We have talked about IBM’s TrueNorth and Synapse neuromorphic devices  and PCM neural nets before (see: Parts 1, 2, 3, & 4).

The paper in Nature (Equivalent accuracy accelerated neural training using analogue memory ) referred to by the TR article is behind a pay wall. However, another ArsTechnica (Ars) article (Training a neural network in phase change memory beats GPUs) on the new research was a bit more informative.

Both articles discuss a new analog approach, using phase change memory (PCM) which has significant power/training efficiency when compared to today’s standard GPU AI processor. Both the TR and Ars papers report on IBM developments simulating a new (PCM based) neuromorphic device that reduces training  power consumption AND training time by a factor of 100.   But the Nature paper abstract says it reduces both power consumption and computational space (computations per sq mm) by a factor of 100, not exactly the same.

Why PCM

PCM is a nonvolatile memory technology (see part 4 above for more info) that uses electronically induced phase changes in a material to establish a 1’s or 0’s state for a PCM bit.

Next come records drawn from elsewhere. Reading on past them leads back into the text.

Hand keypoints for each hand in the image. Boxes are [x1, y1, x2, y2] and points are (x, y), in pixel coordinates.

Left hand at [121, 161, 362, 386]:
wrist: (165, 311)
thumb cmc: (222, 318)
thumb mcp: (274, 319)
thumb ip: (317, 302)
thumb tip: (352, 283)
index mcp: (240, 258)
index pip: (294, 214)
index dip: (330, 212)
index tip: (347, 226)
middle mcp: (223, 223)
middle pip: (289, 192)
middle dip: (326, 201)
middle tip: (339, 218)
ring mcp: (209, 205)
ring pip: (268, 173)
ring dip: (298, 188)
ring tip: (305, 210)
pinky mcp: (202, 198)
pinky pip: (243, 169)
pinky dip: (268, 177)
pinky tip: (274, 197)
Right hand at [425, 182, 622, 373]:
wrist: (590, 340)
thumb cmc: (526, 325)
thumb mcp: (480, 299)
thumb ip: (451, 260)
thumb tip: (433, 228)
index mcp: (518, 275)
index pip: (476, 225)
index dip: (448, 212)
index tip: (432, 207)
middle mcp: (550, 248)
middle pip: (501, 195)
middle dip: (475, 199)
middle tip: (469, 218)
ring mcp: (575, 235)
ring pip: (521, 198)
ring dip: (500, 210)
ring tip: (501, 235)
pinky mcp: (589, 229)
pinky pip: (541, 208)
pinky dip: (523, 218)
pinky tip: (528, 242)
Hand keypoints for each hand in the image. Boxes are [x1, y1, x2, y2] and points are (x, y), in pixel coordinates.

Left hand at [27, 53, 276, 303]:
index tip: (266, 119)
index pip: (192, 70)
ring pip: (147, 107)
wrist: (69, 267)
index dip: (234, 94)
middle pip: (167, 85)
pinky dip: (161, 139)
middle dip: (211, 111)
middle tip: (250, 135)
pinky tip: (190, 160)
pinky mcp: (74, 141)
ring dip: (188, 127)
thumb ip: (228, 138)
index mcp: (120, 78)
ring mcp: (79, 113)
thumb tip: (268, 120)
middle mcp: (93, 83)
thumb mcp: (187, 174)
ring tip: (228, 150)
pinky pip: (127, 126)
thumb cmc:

However, another advantage of PCM is that it also can take on a state between 0 and 1. This is bad for data memory/storage but good for neural nets.

For a PCM based neural net you could have a layer of PCM (neuron) structures and standard wiring that wires all the PCM neurons to the next layer down, for however many layers required for your neural net. The PCM value would indicate the strength of the connection between neurons (synapses).

But, the problem with a PCM neural net is that PCM states don’t provide enough graduations of values between 0 and 1 to fully map today’s neural net weights.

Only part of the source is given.